Look through the lines below and extract any with the word "relate".
[SUPPLIED ENTRIES Boundary: Start]
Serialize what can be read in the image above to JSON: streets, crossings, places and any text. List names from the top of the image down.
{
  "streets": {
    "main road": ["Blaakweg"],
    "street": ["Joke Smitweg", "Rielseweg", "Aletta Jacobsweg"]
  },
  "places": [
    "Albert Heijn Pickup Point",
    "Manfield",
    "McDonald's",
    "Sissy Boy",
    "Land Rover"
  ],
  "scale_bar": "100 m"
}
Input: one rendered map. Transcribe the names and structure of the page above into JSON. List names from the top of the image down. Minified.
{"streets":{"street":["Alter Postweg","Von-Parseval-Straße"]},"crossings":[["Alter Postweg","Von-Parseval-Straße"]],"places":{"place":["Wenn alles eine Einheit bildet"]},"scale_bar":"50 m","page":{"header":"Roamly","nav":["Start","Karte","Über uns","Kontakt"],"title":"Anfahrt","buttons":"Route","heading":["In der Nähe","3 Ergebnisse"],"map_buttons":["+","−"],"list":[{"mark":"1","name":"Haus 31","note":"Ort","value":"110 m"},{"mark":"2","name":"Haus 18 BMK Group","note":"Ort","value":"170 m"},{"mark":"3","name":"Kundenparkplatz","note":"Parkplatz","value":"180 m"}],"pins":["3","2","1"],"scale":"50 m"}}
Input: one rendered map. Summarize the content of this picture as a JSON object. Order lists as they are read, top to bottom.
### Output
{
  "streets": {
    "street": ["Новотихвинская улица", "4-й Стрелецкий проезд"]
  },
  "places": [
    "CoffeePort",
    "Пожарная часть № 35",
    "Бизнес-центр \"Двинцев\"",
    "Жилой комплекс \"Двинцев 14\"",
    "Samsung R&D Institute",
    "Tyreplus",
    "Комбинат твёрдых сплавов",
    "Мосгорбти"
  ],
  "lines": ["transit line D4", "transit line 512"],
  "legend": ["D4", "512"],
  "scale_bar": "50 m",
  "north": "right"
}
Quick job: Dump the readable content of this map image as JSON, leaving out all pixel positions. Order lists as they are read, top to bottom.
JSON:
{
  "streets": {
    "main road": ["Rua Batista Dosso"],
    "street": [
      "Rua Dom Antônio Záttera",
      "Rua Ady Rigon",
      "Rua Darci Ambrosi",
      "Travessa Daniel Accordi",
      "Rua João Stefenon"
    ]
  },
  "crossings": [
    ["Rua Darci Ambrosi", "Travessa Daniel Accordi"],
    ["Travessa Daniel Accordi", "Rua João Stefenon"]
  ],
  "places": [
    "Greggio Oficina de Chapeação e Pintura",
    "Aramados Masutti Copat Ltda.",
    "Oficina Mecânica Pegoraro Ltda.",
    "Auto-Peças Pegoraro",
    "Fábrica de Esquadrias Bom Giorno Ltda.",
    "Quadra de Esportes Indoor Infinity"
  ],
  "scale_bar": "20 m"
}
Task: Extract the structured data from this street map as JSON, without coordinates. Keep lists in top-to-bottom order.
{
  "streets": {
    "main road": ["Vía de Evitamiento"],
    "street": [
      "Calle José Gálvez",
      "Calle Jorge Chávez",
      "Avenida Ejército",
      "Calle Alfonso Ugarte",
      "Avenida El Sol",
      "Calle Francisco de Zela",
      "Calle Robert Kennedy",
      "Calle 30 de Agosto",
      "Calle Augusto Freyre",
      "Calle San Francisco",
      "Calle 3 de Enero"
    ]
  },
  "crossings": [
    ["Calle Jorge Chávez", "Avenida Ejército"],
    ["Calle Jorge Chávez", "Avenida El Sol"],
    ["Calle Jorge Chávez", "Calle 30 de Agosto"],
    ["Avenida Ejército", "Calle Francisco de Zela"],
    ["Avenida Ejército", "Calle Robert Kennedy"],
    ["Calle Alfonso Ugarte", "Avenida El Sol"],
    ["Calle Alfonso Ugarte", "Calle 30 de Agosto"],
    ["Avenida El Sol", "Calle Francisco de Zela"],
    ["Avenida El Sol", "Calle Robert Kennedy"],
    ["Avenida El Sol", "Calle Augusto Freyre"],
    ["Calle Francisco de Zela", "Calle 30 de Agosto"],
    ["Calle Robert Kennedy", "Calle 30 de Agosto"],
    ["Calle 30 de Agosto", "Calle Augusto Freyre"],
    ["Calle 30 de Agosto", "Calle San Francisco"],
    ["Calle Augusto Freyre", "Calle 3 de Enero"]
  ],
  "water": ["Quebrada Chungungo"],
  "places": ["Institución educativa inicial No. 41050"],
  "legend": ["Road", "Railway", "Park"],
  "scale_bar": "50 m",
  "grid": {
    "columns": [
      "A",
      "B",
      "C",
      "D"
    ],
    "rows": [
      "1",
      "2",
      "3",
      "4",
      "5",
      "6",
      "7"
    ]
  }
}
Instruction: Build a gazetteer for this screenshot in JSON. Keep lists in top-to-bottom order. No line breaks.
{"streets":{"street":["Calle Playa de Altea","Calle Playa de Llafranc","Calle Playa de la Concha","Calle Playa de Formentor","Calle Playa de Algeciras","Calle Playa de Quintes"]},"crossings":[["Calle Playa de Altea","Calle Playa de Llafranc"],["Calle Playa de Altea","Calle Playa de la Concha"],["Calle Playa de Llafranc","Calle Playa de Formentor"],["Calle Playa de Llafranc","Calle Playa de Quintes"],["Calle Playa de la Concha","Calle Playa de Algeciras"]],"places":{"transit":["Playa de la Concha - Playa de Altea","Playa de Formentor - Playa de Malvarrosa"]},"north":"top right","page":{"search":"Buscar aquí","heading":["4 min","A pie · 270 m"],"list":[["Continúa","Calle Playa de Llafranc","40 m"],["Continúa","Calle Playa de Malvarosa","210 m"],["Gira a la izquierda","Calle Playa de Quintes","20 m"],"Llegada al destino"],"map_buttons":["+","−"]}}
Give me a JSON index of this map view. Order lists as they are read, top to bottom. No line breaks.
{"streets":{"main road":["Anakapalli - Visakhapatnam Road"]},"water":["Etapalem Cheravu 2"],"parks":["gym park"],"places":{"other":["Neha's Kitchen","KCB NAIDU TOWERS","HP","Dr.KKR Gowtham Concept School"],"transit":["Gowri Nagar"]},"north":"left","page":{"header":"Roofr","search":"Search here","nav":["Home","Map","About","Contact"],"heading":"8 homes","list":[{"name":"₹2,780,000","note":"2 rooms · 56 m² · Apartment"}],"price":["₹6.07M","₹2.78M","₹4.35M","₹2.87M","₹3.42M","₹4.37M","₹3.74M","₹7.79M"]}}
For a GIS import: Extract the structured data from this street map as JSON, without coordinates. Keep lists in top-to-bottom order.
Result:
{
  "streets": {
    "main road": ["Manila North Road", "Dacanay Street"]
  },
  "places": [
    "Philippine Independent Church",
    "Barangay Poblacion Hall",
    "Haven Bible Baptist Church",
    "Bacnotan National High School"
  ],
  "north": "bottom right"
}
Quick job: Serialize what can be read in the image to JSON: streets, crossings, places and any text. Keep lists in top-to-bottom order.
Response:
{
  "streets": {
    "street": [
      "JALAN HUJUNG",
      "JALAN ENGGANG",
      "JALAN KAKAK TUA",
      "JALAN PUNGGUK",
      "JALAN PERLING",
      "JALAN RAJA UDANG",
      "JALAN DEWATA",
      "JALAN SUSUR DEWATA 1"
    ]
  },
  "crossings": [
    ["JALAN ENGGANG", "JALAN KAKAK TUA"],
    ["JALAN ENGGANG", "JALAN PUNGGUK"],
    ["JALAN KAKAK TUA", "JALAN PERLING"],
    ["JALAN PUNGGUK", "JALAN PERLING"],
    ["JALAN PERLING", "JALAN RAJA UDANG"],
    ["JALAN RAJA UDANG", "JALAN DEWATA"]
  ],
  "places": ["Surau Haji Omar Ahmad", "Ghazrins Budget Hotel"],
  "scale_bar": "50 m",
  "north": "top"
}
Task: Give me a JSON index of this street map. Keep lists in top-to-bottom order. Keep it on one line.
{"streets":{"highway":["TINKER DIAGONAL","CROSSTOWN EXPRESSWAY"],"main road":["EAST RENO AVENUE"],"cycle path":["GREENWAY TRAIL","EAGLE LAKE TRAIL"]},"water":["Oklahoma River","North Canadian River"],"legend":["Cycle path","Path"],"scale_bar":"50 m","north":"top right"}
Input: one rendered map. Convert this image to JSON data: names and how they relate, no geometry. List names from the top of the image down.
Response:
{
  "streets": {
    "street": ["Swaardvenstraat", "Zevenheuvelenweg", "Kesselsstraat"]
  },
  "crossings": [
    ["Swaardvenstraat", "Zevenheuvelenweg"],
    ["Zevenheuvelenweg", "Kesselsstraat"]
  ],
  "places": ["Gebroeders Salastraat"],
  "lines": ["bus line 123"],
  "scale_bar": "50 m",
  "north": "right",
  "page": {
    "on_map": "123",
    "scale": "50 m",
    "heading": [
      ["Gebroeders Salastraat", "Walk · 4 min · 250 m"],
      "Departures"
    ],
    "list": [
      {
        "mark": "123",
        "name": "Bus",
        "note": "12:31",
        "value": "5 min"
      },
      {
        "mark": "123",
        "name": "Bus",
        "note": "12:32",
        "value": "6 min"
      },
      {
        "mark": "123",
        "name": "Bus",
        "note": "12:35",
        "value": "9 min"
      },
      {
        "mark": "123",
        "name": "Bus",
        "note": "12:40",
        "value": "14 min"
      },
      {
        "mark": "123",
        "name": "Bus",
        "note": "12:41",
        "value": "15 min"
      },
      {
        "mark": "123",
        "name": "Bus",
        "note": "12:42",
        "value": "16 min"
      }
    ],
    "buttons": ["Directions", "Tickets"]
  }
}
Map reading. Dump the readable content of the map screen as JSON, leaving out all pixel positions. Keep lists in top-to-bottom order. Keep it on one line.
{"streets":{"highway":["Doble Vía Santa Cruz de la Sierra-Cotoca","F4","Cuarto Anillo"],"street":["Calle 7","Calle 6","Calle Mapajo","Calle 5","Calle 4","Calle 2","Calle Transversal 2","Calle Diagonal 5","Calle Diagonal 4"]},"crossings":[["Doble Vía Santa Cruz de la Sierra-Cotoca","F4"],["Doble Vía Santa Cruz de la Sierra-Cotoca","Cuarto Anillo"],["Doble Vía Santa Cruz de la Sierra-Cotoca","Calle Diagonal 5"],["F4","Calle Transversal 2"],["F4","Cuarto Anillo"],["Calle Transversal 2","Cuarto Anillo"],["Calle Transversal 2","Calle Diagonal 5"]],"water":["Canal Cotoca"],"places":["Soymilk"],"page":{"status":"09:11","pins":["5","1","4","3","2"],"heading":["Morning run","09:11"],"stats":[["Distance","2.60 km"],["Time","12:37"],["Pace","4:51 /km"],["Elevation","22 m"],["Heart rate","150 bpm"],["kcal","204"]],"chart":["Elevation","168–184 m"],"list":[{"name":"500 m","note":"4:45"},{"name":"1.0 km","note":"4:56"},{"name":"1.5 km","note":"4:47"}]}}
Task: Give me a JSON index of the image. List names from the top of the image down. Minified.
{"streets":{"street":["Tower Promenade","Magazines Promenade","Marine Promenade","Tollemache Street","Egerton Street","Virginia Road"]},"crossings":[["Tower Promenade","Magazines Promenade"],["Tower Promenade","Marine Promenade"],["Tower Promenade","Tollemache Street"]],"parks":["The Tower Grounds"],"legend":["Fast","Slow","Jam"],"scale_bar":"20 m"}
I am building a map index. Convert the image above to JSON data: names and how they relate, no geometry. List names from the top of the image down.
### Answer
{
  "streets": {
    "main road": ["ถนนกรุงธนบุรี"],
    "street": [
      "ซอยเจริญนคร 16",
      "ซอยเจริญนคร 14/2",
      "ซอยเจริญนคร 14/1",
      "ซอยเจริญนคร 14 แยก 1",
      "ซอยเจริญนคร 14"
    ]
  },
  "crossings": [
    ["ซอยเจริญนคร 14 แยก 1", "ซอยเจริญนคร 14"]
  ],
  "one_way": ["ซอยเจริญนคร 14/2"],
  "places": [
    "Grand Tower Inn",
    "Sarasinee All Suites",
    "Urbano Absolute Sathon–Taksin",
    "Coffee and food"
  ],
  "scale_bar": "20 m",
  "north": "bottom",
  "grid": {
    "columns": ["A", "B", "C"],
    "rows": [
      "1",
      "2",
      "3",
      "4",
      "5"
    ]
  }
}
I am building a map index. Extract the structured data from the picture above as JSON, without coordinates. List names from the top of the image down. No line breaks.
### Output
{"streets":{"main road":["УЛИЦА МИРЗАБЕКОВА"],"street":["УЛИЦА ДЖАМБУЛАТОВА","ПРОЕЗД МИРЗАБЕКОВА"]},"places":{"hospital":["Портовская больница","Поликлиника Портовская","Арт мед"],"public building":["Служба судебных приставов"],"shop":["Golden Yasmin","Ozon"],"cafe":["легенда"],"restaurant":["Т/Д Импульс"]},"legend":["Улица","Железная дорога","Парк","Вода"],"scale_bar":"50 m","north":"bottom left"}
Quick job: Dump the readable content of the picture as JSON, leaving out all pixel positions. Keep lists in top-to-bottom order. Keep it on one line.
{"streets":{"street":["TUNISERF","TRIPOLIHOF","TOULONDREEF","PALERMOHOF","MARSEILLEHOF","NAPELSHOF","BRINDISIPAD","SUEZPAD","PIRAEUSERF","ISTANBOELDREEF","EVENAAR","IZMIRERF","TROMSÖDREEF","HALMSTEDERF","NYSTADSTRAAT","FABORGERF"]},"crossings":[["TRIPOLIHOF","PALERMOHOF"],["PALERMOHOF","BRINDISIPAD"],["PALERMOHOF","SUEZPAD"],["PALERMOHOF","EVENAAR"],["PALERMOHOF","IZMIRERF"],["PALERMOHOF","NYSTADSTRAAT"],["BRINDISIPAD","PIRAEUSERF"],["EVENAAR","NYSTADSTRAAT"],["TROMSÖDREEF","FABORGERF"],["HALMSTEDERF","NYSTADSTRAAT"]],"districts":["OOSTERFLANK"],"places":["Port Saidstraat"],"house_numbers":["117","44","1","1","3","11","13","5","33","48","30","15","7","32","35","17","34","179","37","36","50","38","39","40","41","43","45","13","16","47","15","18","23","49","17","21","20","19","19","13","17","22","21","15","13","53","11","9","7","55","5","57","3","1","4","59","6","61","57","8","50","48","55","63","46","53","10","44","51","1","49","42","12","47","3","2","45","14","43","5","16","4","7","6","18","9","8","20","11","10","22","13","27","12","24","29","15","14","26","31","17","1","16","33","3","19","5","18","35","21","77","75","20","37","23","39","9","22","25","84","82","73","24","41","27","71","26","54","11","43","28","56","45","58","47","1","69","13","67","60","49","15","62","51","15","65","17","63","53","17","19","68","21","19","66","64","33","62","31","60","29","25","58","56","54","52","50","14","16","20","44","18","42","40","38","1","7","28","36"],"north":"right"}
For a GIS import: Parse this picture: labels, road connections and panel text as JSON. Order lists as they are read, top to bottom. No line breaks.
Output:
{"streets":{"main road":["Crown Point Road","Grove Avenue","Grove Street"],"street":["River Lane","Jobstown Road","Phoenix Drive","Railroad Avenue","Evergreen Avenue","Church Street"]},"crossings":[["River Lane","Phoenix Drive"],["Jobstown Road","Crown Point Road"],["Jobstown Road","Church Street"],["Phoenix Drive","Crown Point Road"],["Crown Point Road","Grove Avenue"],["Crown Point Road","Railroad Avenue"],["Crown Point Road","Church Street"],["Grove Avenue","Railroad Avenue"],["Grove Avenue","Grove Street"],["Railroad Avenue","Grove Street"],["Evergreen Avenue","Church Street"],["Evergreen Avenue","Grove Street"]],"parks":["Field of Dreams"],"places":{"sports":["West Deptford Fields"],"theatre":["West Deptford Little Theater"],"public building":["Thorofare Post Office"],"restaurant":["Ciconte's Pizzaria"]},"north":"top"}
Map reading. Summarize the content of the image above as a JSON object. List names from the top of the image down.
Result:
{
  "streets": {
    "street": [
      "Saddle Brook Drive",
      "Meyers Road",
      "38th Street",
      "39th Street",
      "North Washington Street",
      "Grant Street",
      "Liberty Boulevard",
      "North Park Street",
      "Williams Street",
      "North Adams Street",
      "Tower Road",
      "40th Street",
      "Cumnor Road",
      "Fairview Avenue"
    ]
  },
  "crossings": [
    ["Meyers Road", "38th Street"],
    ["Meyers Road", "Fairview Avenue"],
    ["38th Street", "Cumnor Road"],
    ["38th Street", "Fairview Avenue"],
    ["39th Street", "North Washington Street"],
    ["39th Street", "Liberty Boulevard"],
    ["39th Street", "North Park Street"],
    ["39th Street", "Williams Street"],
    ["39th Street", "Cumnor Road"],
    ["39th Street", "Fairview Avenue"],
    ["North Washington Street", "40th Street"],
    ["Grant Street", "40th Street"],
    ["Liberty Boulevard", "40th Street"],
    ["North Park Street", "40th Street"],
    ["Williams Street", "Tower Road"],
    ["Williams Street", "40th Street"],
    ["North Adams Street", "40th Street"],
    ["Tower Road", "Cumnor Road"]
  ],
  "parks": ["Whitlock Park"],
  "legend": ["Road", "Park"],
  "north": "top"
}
[SUPPLIED ENTRIES Boundary: End]
**SOLUTION TO THE PROBLEM:**
Input: one rendered map. Convert this image to JSON data: names and how they relate, no geometry. List names from the top of the image down.
I am building a map index. Convert the image above to JSON data: names and how they relate, no geometry. List names from the top of the image down.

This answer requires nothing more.